▸ Records for this exercise
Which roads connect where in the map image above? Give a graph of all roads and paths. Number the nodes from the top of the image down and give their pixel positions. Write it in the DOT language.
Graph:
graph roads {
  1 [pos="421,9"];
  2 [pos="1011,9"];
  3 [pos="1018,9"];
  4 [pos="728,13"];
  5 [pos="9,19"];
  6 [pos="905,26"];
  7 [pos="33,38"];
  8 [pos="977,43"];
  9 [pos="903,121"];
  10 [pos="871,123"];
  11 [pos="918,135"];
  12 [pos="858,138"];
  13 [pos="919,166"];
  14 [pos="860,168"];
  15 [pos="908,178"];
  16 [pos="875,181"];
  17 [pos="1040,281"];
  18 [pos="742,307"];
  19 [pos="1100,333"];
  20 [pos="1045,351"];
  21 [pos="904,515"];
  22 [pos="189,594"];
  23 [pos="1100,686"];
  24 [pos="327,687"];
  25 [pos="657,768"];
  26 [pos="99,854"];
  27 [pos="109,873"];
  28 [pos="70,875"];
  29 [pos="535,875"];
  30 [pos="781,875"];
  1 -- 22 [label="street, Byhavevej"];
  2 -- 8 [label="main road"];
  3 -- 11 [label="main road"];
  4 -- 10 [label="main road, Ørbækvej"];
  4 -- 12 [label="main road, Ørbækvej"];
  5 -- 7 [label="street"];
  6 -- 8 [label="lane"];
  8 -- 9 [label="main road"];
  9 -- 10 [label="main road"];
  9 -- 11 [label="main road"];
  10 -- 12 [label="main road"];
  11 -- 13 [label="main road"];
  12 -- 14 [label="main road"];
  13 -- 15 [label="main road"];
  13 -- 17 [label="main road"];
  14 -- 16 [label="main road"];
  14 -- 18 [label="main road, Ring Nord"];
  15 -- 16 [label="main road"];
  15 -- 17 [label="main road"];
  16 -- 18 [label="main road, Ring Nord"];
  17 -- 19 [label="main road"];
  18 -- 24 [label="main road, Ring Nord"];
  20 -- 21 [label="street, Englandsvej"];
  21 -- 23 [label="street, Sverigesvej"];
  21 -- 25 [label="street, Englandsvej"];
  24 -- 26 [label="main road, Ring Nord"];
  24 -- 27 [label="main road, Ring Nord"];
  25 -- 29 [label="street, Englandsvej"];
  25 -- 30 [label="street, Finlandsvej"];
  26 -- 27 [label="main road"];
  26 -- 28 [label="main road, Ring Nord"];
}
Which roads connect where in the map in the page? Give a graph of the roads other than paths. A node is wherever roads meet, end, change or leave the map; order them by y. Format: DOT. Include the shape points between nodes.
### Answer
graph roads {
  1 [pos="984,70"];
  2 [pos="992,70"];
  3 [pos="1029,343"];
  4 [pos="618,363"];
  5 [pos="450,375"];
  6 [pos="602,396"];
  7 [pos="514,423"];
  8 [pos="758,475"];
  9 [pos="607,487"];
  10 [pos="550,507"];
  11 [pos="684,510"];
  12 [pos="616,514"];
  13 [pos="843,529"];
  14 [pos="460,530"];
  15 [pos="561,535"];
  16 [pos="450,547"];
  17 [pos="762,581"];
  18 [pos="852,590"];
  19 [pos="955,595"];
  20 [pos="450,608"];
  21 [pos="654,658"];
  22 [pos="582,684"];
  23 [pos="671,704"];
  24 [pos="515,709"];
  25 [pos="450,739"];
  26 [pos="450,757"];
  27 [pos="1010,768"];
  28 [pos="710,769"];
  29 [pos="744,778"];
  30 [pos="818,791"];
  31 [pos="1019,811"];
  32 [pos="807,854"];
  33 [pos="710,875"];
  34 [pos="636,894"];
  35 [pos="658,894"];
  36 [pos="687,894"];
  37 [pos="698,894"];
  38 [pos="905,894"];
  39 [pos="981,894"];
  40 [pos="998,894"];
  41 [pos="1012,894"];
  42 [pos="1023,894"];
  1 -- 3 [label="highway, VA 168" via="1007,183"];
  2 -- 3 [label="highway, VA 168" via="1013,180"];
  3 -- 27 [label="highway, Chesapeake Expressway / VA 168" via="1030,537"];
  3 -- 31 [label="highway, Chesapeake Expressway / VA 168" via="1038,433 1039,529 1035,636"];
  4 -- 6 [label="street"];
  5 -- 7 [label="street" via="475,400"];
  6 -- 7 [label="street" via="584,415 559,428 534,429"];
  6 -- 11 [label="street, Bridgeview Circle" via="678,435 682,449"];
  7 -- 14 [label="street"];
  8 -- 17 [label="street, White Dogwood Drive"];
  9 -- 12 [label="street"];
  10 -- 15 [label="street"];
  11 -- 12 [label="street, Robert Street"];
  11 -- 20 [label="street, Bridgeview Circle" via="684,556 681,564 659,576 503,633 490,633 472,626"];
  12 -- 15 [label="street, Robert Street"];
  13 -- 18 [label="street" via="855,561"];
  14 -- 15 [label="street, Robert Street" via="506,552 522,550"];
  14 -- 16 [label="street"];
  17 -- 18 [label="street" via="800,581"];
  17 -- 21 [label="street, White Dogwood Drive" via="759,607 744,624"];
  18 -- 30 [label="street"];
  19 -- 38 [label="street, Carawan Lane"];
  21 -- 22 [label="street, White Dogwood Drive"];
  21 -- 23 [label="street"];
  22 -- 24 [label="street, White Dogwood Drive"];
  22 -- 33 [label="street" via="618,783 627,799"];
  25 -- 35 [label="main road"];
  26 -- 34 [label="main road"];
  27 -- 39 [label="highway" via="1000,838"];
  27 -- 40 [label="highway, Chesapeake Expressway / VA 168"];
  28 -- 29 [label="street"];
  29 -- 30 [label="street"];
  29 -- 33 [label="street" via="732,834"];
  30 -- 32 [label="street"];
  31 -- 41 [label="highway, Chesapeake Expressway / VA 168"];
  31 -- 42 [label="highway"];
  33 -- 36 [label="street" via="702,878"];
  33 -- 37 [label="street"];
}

▸ Activity
Above are the entries; copy every line among them that contains the word "Nord".

▸ Reply to the exercise
  14 -- 18 [label="main road, Ring Nord"];
  16 -- 18 [label="main road, Ring Nord"];
  18 -- 24 [label="main road, Ring Nord"];
  24 -- 26 [label="main road, Ring Nord"];
  24 -- 27 [label="main road, Ring Nord"];
  26 -- 28 [label="main road, Ring Nord"];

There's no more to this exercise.